#### AIM OF THE TASK
In the material below, find every line with "Avenue" and pull it out.

#### EXCERPTED DATA
Start of Block

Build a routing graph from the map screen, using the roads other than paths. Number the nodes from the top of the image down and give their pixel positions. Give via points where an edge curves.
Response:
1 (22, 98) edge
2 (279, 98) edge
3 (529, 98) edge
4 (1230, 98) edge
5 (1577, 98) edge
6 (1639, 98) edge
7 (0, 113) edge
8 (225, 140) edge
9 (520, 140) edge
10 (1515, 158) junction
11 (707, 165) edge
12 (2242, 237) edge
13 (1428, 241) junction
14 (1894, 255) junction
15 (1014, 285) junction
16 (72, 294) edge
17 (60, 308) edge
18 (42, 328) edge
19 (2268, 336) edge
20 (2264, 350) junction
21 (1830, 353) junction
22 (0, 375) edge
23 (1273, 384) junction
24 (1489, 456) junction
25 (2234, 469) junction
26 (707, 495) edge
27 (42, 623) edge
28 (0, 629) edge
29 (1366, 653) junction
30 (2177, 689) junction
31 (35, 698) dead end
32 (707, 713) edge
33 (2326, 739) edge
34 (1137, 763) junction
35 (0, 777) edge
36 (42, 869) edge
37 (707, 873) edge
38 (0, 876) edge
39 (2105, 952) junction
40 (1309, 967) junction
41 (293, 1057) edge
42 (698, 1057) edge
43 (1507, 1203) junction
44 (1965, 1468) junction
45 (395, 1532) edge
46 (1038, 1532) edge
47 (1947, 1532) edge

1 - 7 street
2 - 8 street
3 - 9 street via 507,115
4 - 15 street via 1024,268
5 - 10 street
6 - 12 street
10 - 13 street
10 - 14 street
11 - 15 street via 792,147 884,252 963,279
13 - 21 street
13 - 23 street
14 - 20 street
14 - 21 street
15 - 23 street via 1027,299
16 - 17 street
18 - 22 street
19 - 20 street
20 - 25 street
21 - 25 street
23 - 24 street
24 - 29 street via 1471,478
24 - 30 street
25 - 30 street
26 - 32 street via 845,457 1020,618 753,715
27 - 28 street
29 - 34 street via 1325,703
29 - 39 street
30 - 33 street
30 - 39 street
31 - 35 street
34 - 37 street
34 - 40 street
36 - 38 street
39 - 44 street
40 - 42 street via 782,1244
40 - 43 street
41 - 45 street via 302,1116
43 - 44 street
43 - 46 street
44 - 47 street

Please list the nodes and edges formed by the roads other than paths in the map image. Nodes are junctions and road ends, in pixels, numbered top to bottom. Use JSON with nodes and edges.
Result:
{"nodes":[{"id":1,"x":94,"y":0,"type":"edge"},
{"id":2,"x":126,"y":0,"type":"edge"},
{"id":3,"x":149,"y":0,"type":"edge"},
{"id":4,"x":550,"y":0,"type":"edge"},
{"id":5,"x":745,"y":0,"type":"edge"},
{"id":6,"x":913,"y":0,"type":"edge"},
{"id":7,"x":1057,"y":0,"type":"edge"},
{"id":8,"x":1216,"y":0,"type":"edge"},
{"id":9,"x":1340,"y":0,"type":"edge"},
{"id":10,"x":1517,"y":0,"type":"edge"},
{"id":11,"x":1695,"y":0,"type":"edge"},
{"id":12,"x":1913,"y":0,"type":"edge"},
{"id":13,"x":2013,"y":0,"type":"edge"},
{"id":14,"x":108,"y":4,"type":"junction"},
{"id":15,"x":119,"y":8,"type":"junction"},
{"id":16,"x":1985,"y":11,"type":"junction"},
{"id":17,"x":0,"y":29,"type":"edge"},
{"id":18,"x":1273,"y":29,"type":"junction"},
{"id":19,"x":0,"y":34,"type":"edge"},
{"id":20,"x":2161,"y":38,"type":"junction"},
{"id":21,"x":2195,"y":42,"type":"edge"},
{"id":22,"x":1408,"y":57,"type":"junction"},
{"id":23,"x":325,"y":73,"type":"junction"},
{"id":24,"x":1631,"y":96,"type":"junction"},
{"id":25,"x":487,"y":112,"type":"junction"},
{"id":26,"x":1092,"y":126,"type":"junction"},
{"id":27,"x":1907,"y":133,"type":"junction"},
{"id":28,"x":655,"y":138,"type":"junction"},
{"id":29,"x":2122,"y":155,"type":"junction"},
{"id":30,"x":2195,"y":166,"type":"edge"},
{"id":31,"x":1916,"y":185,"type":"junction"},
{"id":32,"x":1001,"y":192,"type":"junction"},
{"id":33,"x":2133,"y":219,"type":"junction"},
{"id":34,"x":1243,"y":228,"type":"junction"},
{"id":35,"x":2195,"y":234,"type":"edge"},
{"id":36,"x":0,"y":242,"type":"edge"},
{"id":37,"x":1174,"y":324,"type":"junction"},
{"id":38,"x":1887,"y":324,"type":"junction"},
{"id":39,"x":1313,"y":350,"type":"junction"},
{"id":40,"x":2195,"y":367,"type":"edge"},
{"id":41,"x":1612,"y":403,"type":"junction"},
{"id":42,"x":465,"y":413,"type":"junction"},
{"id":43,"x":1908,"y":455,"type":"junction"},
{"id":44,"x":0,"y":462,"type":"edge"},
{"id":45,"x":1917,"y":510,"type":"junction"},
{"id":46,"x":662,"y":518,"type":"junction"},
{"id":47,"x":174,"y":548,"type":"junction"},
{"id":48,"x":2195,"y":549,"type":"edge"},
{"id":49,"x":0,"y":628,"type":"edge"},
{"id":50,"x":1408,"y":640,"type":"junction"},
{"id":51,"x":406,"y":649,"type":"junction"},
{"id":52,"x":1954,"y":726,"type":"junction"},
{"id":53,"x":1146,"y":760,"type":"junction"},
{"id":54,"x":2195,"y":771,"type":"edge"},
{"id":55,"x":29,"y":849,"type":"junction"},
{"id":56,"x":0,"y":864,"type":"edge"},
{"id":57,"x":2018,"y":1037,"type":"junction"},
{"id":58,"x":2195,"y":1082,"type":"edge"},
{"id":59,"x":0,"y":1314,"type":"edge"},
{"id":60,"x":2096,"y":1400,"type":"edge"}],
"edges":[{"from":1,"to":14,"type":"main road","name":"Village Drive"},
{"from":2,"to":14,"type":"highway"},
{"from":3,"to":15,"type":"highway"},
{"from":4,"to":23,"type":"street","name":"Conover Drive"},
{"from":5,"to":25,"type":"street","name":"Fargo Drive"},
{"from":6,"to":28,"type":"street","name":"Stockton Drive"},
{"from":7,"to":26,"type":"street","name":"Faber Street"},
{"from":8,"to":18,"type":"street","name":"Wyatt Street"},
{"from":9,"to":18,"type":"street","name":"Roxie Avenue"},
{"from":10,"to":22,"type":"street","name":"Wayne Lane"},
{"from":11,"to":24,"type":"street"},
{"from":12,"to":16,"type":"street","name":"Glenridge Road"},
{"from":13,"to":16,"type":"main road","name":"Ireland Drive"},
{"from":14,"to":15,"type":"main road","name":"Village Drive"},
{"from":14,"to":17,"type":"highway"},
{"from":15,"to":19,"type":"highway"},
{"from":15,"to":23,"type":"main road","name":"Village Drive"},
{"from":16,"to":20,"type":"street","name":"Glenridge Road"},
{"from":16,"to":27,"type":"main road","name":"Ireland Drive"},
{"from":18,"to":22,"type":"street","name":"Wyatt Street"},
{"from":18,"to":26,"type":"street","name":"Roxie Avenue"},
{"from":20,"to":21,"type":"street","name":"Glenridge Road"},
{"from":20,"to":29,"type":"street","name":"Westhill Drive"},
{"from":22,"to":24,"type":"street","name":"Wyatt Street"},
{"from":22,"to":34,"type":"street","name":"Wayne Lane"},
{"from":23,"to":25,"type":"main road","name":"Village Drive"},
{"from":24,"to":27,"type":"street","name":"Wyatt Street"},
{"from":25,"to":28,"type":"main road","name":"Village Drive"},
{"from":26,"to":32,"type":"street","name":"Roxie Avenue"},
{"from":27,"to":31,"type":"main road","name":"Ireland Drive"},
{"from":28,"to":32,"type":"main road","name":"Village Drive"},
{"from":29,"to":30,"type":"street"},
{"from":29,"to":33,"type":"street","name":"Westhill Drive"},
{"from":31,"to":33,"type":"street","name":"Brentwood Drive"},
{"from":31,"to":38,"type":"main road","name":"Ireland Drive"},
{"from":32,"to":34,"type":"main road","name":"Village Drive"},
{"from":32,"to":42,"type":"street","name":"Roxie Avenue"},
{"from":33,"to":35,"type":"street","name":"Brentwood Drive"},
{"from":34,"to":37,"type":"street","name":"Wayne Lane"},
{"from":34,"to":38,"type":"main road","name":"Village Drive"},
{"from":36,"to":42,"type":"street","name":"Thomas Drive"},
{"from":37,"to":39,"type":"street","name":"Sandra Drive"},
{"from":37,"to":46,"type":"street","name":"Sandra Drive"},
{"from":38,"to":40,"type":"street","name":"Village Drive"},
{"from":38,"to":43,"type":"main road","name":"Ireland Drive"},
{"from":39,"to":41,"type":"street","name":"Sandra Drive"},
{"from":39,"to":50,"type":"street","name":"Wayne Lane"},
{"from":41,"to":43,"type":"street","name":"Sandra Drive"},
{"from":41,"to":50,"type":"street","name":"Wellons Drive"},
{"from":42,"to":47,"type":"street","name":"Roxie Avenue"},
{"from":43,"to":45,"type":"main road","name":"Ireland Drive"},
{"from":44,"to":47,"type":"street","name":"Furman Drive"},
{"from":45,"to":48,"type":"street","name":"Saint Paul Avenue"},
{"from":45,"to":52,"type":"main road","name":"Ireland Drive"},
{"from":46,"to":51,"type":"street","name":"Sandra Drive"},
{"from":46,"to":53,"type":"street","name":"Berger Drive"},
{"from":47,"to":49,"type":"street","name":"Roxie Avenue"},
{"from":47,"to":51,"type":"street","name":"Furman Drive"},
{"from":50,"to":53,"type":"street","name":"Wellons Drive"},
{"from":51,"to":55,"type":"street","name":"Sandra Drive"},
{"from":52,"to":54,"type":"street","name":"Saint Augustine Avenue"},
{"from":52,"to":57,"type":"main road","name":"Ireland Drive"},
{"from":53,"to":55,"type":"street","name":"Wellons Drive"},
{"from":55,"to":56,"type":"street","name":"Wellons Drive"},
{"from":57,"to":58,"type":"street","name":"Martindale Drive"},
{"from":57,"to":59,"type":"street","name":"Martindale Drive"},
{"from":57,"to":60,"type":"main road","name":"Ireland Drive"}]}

End of Block

#### FINISHED TASK
{"from":9,"to":18,"type":"street","name":"Roxie Avenue"},
{"from":18,"to":26,"type":"street","name":"Roxie Avenue"},
{"from":26,"to":32,"type":"street","name":"Roxie Avenue"},
{"from":32,"to":42,"type":"street","name":"Roxie Avenue"},
{"from":42,"to":47,"type":"street","name":"Roxie Avenue"},
{"from":45,"to":48,"type":"street","name":"Saint Paul Avenue"},
{"from":47,"to":49,"type":"street","name":"Roxie Avenue"},
{"from":52,"to":54,"type":"street","name":"Saint Augustine Avenue"},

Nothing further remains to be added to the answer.